Waktu
kecil aku selalu memikirkan kaktus yang bersahabat dengan gurun-gurun. Atau
daun-daun jati yang berguguran saat kemarau mengepung dusun. Saat itu aku tidak
pernah memikirkan bahwa tanpa tanaman, kehidupan ini tidak ada. Namun kali ini
aku sedang terlibat dengan sepucuk daun waru tua yang melayang-layang di udara
lengang. Daun itu terhempas diatas air
yang tenang. Seketika kelengangan itu teratasi oleh bunyi dentum daun yang
beradu dengan air. Dentum yang mencipta lingkar-lingkar longitudinal itu
menyeruak dan menyeru kepada kami untuk segera menyusul. Aku menatap Ario
dengan sesimpul senyum. Aku yakin dia punya pemikiran sama soal ajakan
daun tadi. Lantas kami menjawabnya dalam
satu detik saling pandang, penuh kepastian. Buuuuuuuurrrr
! Badan kurus kami membelah ketenangan Cimanuk. Kulihat di timur matahari genit
mengintip kami. Burung-burung terbang dengan riang. Langit jingga menudungi
hiruk-pikuk kota Jatibarang. Episode baru dimulai.
“Gila
lo ! Dingin banget !” Ario berkata terbata dengan gigi-gigi saling gemeletuk.
“Ah,
kampret. Sungai cemar gini lo bilang dingin ? Makan tuh E. Colli !”
“Masih
pagi, kampret. Nggak usah sebut istilah sok tahu dulu.

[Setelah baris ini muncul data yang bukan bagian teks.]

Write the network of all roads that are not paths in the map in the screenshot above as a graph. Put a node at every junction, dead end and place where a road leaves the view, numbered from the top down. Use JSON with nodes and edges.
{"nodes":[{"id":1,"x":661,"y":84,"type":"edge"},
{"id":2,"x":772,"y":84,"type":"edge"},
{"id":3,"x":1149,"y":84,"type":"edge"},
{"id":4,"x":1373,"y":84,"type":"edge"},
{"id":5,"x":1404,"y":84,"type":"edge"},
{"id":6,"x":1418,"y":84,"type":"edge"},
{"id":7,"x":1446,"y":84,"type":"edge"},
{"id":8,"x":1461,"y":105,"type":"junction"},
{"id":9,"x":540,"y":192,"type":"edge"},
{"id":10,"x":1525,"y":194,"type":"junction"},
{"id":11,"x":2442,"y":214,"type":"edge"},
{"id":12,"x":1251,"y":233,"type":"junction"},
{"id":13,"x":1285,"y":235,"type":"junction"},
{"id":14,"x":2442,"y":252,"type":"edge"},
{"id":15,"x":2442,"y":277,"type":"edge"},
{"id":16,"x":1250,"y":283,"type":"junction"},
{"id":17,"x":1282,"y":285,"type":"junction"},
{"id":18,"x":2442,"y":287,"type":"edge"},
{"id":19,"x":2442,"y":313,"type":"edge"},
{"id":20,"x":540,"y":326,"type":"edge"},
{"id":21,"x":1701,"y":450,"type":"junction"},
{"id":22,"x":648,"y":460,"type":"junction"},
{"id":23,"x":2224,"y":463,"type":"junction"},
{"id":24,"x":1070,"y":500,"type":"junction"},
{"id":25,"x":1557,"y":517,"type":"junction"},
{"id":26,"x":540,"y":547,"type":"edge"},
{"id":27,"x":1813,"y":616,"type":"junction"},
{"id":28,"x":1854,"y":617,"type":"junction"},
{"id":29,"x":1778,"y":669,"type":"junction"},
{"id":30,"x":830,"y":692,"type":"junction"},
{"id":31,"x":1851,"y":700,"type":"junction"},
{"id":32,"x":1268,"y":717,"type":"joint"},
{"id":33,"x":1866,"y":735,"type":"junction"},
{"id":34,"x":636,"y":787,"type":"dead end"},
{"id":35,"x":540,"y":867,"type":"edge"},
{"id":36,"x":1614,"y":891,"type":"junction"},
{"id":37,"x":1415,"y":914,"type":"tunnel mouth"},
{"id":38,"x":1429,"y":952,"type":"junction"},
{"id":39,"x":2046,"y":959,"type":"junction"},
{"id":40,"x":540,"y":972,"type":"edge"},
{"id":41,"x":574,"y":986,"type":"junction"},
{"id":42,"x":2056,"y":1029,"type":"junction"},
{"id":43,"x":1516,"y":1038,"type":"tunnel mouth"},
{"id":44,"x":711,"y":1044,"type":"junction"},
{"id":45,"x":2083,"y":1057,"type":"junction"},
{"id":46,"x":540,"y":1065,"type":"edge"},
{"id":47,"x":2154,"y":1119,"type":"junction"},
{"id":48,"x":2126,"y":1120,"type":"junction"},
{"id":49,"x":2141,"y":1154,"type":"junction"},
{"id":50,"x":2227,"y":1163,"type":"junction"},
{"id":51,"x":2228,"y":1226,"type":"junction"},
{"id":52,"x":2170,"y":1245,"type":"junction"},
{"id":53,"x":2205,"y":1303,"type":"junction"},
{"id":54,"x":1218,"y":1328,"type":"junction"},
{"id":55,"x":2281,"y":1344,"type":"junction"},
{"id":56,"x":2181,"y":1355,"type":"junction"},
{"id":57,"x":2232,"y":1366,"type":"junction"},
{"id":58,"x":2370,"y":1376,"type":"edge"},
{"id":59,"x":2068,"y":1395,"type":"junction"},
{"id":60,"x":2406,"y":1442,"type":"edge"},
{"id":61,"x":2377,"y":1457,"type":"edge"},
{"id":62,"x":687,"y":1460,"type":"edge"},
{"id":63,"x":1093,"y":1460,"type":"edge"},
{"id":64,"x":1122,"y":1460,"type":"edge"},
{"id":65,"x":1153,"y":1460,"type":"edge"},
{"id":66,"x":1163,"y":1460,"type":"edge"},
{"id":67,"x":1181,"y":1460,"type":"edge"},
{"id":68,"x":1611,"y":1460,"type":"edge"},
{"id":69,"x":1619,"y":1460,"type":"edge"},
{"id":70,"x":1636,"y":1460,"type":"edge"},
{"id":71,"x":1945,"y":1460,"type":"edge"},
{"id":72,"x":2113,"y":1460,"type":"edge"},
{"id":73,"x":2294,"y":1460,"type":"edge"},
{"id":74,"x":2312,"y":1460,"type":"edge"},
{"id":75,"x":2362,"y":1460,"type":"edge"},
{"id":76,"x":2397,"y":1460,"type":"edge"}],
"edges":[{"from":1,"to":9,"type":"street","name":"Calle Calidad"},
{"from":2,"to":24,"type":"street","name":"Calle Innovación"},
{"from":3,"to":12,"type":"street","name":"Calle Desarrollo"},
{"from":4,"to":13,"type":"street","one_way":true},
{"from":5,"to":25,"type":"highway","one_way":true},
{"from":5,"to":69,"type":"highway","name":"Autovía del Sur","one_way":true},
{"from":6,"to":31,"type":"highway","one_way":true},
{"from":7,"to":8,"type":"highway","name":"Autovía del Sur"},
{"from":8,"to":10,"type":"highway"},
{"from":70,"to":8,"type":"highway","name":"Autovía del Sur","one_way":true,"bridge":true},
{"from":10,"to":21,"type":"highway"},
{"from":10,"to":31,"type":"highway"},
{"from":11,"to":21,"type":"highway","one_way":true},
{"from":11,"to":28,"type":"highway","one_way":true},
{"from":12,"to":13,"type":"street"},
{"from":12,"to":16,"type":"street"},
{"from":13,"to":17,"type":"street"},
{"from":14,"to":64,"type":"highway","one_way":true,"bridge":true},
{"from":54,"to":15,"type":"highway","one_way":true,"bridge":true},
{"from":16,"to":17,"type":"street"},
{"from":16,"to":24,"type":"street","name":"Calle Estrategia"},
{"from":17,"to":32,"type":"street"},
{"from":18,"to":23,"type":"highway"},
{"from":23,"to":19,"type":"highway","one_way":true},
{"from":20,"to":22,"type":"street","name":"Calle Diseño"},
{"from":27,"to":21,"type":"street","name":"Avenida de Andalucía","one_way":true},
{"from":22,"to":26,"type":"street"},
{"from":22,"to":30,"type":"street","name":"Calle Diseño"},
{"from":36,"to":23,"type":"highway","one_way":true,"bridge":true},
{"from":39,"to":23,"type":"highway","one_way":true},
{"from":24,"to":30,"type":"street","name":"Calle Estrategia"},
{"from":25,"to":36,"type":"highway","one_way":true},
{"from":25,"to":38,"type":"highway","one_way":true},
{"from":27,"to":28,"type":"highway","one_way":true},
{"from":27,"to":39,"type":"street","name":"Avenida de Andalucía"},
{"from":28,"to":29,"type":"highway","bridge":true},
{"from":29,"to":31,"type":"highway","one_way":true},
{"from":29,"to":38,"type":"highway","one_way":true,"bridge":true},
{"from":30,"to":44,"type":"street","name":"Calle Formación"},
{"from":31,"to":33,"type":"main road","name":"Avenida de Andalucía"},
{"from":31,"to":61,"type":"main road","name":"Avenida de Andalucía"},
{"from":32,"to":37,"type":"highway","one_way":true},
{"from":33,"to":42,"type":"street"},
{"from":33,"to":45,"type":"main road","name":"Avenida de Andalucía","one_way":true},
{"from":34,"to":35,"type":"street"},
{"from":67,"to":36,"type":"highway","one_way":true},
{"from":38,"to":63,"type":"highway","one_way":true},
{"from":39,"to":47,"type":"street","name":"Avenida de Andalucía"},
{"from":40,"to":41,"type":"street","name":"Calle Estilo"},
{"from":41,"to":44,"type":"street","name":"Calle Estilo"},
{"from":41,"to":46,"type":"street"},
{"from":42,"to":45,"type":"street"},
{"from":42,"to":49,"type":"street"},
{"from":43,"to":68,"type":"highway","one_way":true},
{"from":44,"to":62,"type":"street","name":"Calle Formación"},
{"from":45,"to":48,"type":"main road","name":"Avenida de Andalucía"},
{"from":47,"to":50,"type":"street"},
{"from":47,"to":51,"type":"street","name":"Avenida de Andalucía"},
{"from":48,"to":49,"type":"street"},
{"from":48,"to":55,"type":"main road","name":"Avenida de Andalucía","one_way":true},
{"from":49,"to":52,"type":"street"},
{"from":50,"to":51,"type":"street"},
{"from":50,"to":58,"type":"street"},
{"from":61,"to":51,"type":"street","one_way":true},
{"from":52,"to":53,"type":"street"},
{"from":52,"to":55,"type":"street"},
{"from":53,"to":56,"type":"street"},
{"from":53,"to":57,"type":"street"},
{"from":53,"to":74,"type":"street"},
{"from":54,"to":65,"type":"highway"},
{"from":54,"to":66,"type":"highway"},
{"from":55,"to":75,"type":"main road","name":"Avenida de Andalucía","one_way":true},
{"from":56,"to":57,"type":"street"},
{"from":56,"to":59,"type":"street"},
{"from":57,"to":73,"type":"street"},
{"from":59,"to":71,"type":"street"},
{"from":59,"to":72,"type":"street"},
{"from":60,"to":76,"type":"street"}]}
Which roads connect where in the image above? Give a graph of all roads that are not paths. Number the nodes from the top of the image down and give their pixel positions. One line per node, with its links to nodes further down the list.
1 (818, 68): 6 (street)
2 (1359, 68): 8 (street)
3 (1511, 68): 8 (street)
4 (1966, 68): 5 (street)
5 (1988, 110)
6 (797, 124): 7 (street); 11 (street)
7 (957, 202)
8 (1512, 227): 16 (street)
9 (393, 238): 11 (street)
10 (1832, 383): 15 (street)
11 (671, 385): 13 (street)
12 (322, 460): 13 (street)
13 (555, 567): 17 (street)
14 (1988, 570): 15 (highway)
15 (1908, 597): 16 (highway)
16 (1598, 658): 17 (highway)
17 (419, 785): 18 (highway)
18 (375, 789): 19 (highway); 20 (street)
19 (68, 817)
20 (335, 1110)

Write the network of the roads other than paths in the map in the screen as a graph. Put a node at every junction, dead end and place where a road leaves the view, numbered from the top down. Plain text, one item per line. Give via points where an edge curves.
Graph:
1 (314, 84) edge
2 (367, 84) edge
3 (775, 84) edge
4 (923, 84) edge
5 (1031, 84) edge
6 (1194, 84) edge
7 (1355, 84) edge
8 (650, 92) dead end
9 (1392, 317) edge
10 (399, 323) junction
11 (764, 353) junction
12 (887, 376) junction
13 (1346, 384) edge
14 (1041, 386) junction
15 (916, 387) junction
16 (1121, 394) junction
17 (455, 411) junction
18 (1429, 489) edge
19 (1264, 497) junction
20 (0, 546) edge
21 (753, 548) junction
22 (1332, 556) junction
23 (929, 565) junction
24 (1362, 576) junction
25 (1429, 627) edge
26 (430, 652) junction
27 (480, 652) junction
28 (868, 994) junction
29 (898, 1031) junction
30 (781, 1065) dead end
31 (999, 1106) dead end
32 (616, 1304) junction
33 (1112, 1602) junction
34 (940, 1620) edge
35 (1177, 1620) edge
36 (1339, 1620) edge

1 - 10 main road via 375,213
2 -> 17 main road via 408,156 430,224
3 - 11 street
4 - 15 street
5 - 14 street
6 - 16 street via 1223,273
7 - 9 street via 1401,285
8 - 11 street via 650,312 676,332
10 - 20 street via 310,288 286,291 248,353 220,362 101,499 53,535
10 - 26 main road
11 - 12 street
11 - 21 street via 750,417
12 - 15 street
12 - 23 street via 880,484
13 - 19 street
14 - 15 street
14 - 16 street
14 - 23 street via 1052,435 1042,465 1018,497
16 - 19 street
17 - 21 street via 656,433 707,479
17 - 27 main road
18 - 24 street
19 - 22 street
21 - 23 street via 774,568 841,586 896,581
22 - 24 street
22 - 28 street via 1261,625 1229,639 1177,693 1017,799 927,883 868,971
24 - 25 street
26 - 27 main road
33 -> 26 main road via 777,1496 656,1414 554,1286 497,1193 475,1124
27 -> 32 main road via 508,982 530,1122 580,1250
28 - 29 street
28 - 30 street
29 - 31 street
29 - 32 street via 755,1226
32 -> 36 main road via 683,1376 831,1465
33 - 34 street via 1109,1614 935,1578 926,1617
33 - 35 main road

Jam berapa lo berangkat ke
Purwokerto ?” Tanya Ario dengan nada yang sama.
“Busnya
sekitar jam setengah sepuluhan lah.” Jawabku pasti.
“Jangan
berangkat sebelum dapet restu gue !”
“Sinting
!” Setelah itu kami larut dalam tawa.
Namanya Ario Senno. Entah angin apa
yang membawaku untuk kenal dengan manusia super idiot itu. Waktu kelas sepuluh
aku pernah mendengar namanya sering disebut-sebut oleh teman perempuan satu
kelas. Naik kelas sebelas aku mulai tahu
rupanya saat wali kelas mengabsen. Apa
spesialnya ? Pikirku saat pertama melihat dia. Dia satu kelas. Waktu itu
pelajaran biologi. Guru membuka pelajaran dengan memberikan pertanyaan apa itu
definisi sel. Sel ? Anak SD juga tahu ! Aku
lantas mengangkat tangan dan entah karena kebetulan secara bersamaan manusia
ajaib itu ikut angkat tangan. Aku melihat binar-binar matanya penuh dengan
kepastian akan sebuah jawaban. Namun aku lebih dulu menjawab.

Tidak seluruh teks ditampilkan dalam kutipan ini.